大川端だより(159)


内田樹さん(神戸女学院大教授)の『下流志向〜学ばない子どもたち、働かない若者たち』を読了した。本書は、現在の日本の子ども&若者たちの諸問題を考えるとき、読んでおくべき基本図書となるものだと思う。


ごく簡単に内容を言うと、今の子どもや若者たちのさまざまな問題(学級崩壊、ニート等々)の原因は、彼らがまず消費主体として社会化されるからだということである。つまり、子どもたちは就学前にすでに「消費主体として自己を確立してしまっている」ので、全てを消費行動のアナロジーで考え、態度を決するというのだ。


確かにぼくらが子どものときは、まず家事や親の生業の手伝いをすること、つまり労働から社会化の基礎を学んだ。何がしかのお金を渡されて買い物に行かされることはあっても、それはあくまで親の手伝いであり、親の金であった。


ところが今の子どもは、少子化ということもあって、いわゆるシックスポケッツ(両親と父方の祖父母+母方の祖父母から小遣いをもらうこと)を有しており、例えば、小学校に入る前から数万単位のお年玉を手にすることも稀ではない。つまり彼らは、かなりの額の自己資金を持ち、それで自分の欲しいものを買う、という行為から社会化をスタートさせるのだ。


「消費者は王様」とはよく言ったもので、商品を売る側はたとえ客が子どもであっても、相手をミニ王様として扱うことになる。だから子どもたちは、労働によって社会化をスタートしたぼくらとは違い、意識が“オレ様化”しており、さまざまな問題行動を起すこととなるが、それは彼らにとっては問題でもなんでもなく、消費主体としての当然の行いなのである。

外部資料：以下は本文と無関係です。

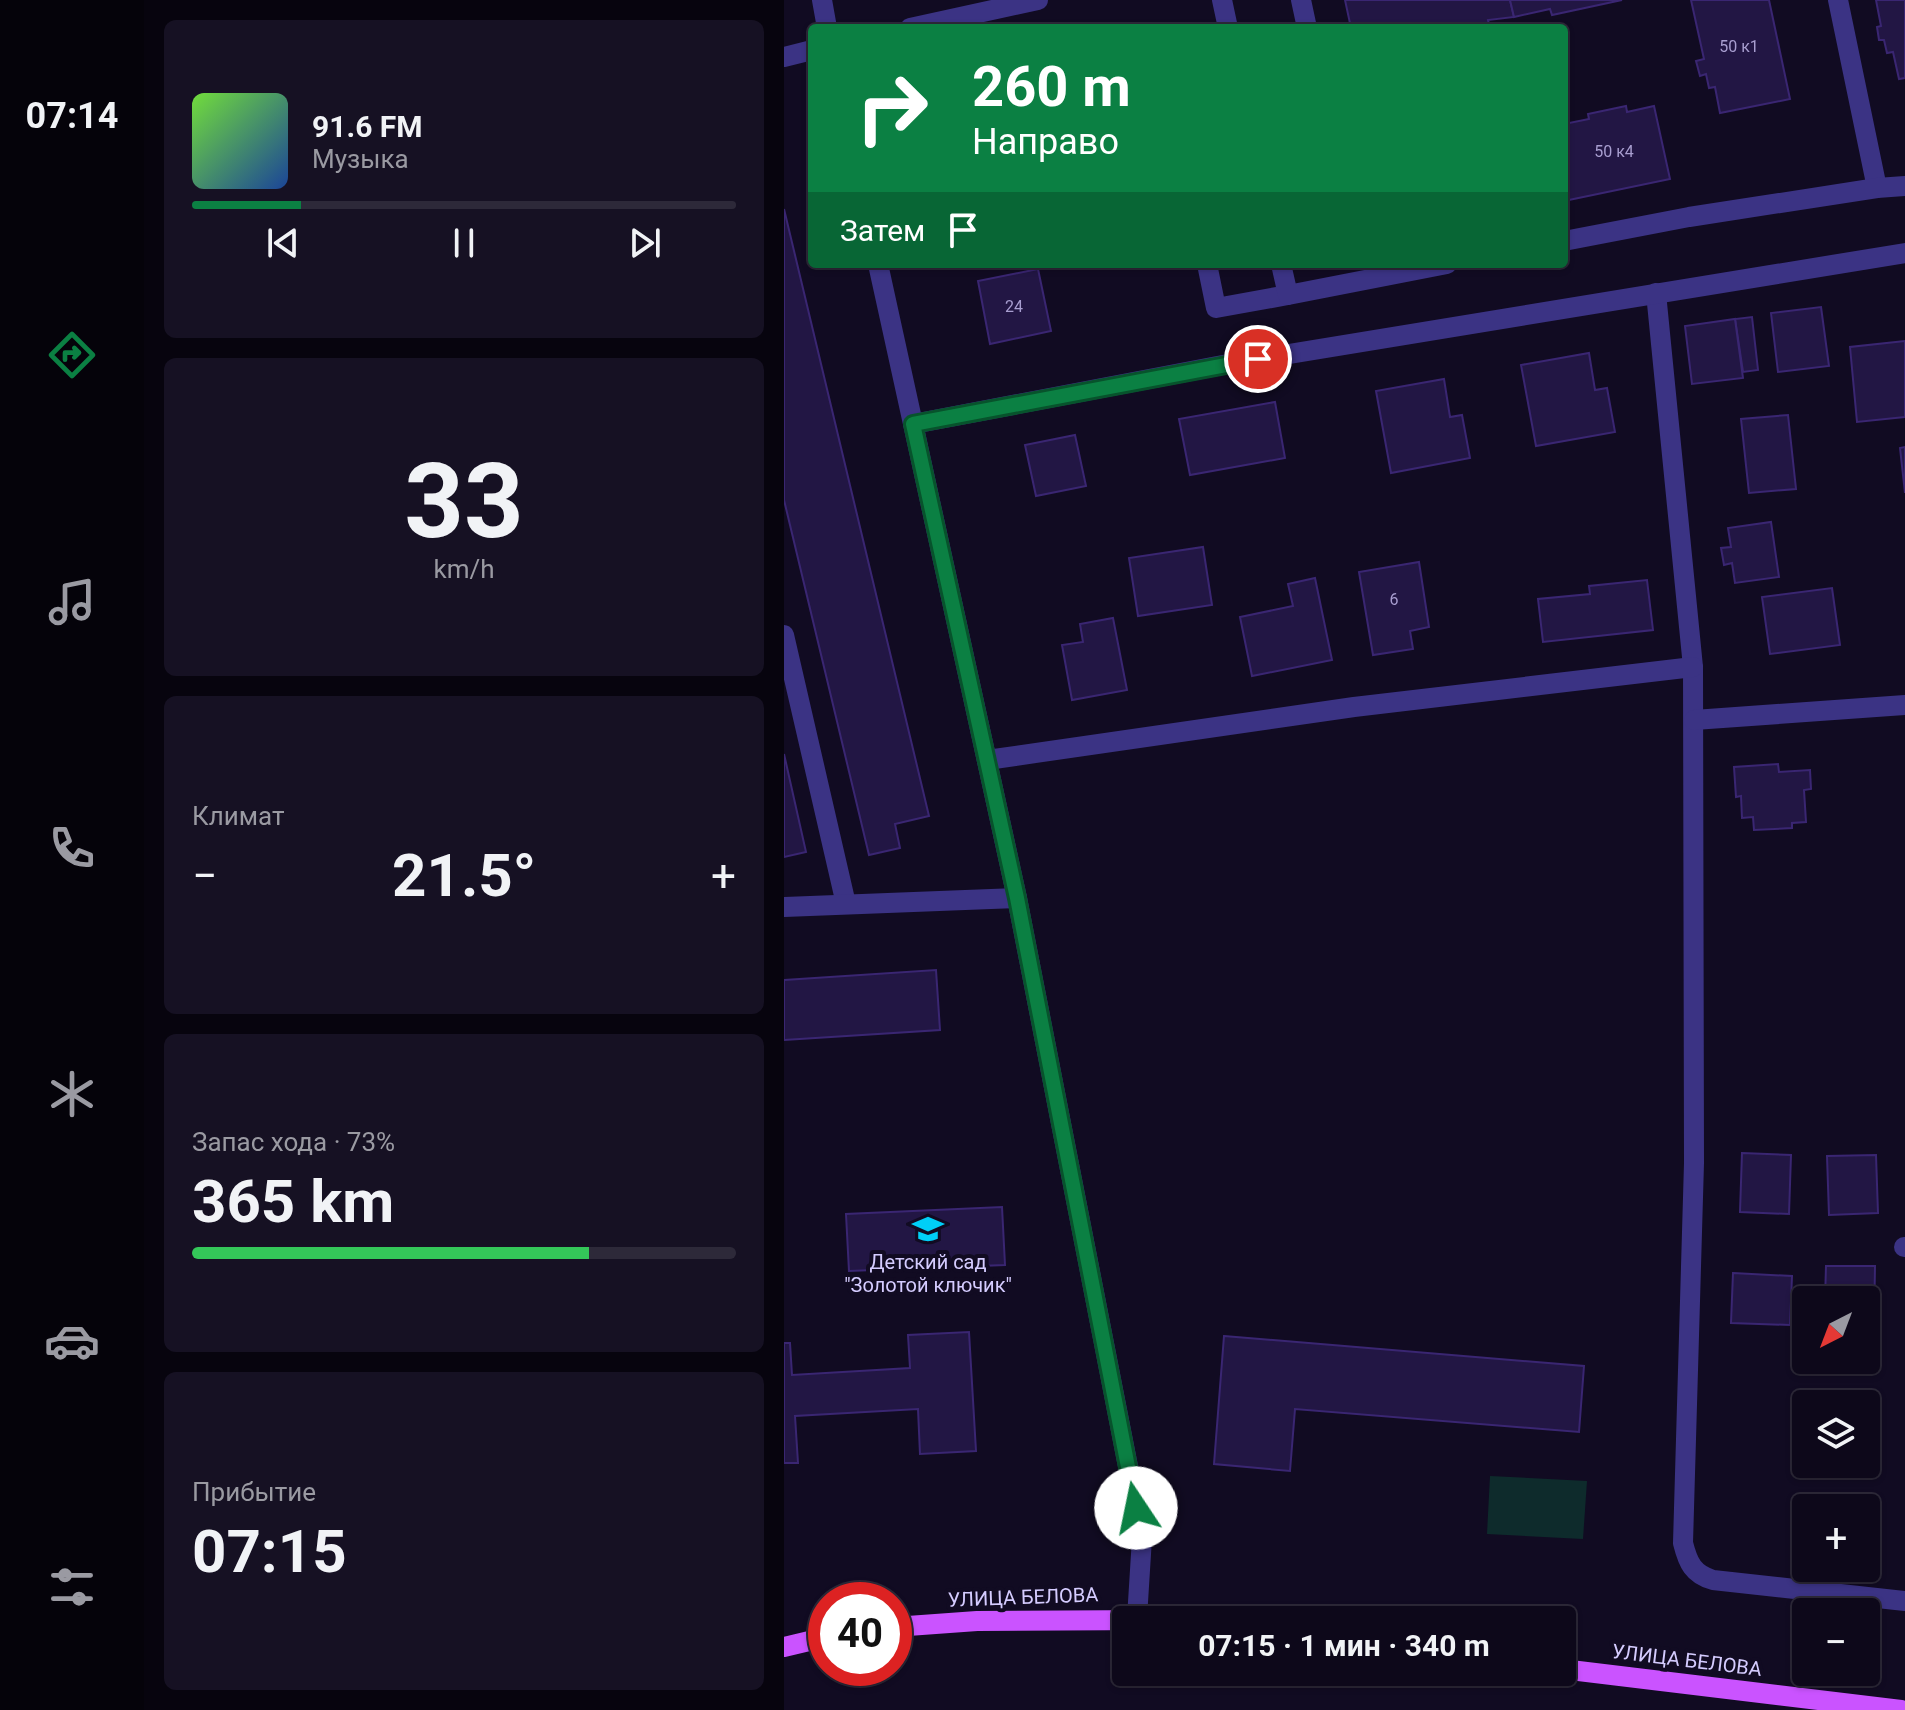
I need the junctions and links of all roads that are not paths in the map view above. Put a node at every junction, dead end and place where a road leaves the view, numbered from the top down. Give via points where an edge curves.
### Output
1 (822, 0) edge
2 (1038, 0) edge
3 (1222, 0) edge
4 (1301, 0) edge
5 (1838, 0) edge
6 (826, 24) edge
7 (928, 24) edge
8 (1227, 24) edge
9 (1306, 24) edge
10 (808, 51) edge
11 (784, 57) edge
12 (1905, 186) edge
13 (1877, 188) junction
14 (1568, 240) edge
15 (1905, 253) edge
16 (879, 268) edge
17 (1208, 268) edge
18 (1282, 268) edge
19 (1426, 268) edge
20 (1656, 293) junction
21 (1288, 295) junction
22 (913, 424) junction
23 (784, 635) edge
24 (1693, 667) junction
25 (1905, 705) edge
26 (1694, 720) junction
27 (987, 760) junction
28 (1017, 898) junction
29 (846, 904) junction
30 (784, 907) edge
31 (1905, 1601) edge
32 (1145, 1606) edge
33 (1112, 1619) edge
34 (912, 1626) edge
35 (808, 1641) edge
36 (784, 1647) edge
37 (1576, 1671) edge
38 (1901, 1710) edge

1 - 6 street
2 - 7 street
3 - 8 street
4 - 9 street
5 - 13 street
10 - 11 street
12 - 13 street
13 - 14 street
15 - 20 street
16 - 22 street
17 - 21 street via 1216,308
18 - 21 street
19 - 21 street
20 - 22 street via 1228,364
20 - 24 street
22 - 27 street
23 - 29 street
24 - 26 street
24 - 27 street via 1354,707
25 - 26 street
26 - 31 street via 1694,1163 1683,1543 1693,1570 1713,1580
27 - 28 street
28 - 29 street
28 - 32 street via 1142,1538
29 - 30 street
33 - 34 main road, УЛИЦА БЕЛОВА
35 - 36 main road
37 - 38 main road, УЛИЦА БЕЛОВА

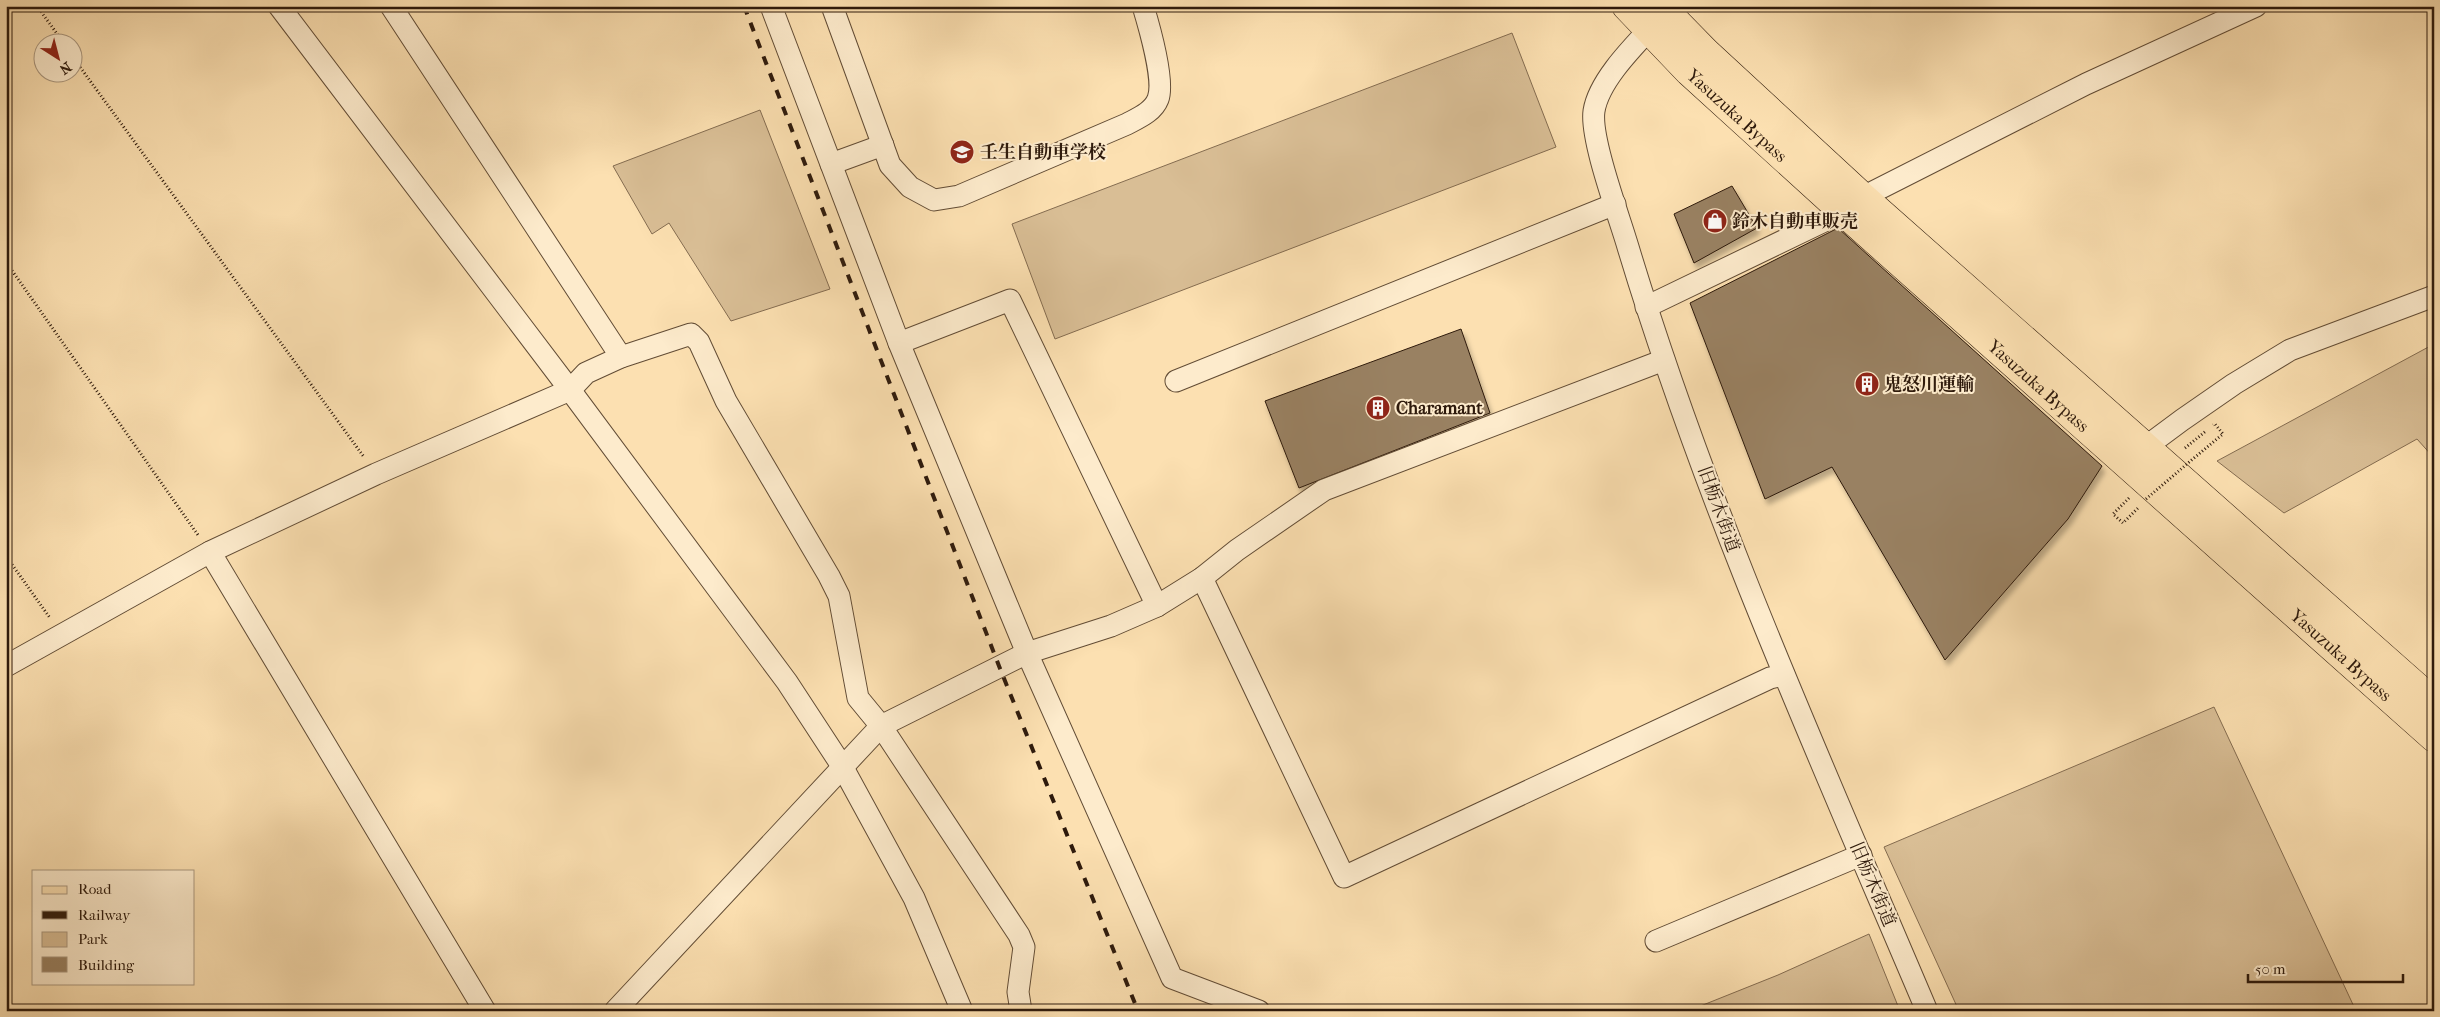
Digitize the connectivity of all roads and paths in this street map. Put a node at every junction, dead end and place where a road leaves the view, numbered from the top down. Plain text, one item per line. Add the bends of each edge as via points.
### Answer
1 (37, 6) edge
2 (278, 6) edge
3 (391, 6) edge
4 (771, 6) edge
5 (832, 6) edge
6 (1144, 6) edge
7 (1626, 6) edge
8 (2256, 6) edge
9 (1658, 16) edge
10 (56, 32) edge
11 (82, 70) edge
12 (883, 145) junction
13 (831, 164) junction
14 (1615, 204) junction
15 (1853, 204) junction
16 (6, 262) edge
17 (2434, 296) edge
18 (1646, 307) junction
19 (899, 343) junction
20 (621, 357) junction
21 (1664, 360) junction
22 (1176, 381) dead end
23 (570, 390) junction
24 (2147, 446) junction
25 (2186, 448) dead end
26 (2130, 466) junction
27 (376, 474) junction
28 (2131, 496) dead end
29 (210, 552) junction
30 (6, 556) edge
31 (1202, 578) junction
32 (1157, 606) junction
33 (62, 634) junction
34 (1027, 653) junction
35 (6, 666) edge
36 (1784, 675) junction
37 (2434, 702) edge
38 (881, 726) junction
39 (2434, 738) edge
40 (842, 766) junction
41 (1861, 855) junction
42 (1656, 941) dead end
43 (485, 1011) edge
44 (615, 1011) edge
45 (962, 1011) edge
46 (1021, 1011) edge
47 (1259, 1011) edge
48 (1927, 1011) edge

1 - 10 path
2 - 23 street
3 - 20 street
4 - 13 street
5 - 12 street
6 - 12 street via 1159,75 1158,99 1148,112 1127,124 960,196 934,200 910,187 890,165
7 - 9 main road, Yasuzuka Bypass
8 - 15 street via 2086,84
9 - 14 street, 旧栃木街道 via 1608,78 1594,112 1599,150
9 - 15 main road, Yasuzuka Bypass via 1689,72
11 - 27 path
12 - 13 street
13 - 19 street
14 - 18 street, 旧栃木街道
14 - 22 street
15 - 18 street
15 - 24 main road, Yasuzuka Bypass
15 - 26 main road, Yasuzuka Bypass
16 - 29 path
17 - 24 street via 2290,350 2234,384
18 - 21 street, 旧栃木街道
19 - 32 street via 1010,300
19 - 34 street
20 - 23 street via 586,373
20 - 38 street via 691,334 700,342 726,401 839,596 858,698
21 - 31 street via 1324,490
21 - 36 street, 旧栃木街道
23 - 27 street
23 - 40 street via 787,682
24 - 26 street
24 - 37 main road, Yasuzuka Bypass
25 - 28 path, bridge via 2215,424 2223,434 2122,523 2113,514
26 - 39 main road, Yasuzuka Bypass
27 - 29 street
29 - 33 street
29 - 43 street
30 - 33 path
31 - 32 street
31 - 36 street via 1344,877 1770,678
32 - 34 street via 1111,626
33 - 35 street
34 - 38 street
34 - 47 street via 1172,978
36 - 41 street, 旧栃木街道
38 - 40 street
38 - 46 street via 1019,935 1024,947 1018,992
40 - 44 street
40 - 45 street via 914,898
41 - 42 street
41 - 48 street, 旧栃木街道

消費行動には二つの特徴がある。等価性と無時間性である。前者は、基本的に支払う金額と得られる商品が等価であるということ。後者は、支払いと商品入手が同時に行われることであるが、今では、先に商品が手に入って、支払いは後から、ということさえ多い。


例えば、学級崩壊という現象を消費行動のアナロジーで見ると、学校が提供する教育サービスが生徒にとっては支払う対価(おとなしく授業を受けること)に見合っていない、と感じられるのだ。そして、彼らが受けているサービスがつまらないものだというサイン(立ち歩いたり、隣とおしゃべりをしたり)を教師に送るのは、まさに消費者が例えば20万円のパソコンを値切るときに、「それはせいぜい15万円の値打ちしかない」という態度で、売り手の20万円という提示に対して興味のないフリをするのと同じなのだ。


ニートについても全く同じことで、彼らが受け取る賃金は彼らが提供する労働に全く見合っていないと感じるのである。それは当たり前のことで、彼らの労働が生んだある商品の価値が例えば千円としよう。しかし、それがそのまま彼らに提供されるなら等価交換になるが、そんなことはありえない。なぜなら、そのなかから企業(資本側)は利益を得なければならないからである。


また、労働は消費のように無時間的(その場で取引が完結する)ではありえない。1ヶ月という長時間の労働をしたあとでないと、その対価は得られないのだ。こんな割りに合わないことを、消費主体として自己確立した今の若者がすすんでするわけがない。


ぼくは、社会にとっての現在の子どもや若者の諸問題が「消費主体論」ですべて理解できるとは思わないが、「今の子は精神的にひ弱になった」とか「父性の喪失が生んだ現象だ」といくらいっても問題は解決しない。やはり、問題を社会&経済構造的に分析する必要があるだろう。そのときにこの本で展開されている議論は、とても有用だと思われる。本書に明解な問題の解決策が書かれているわけではないが、ぼくなりに考えると、抽象的な言い方になるが、「一緒にボートを漕ぐ」努力をする以外にないのではないかと思う。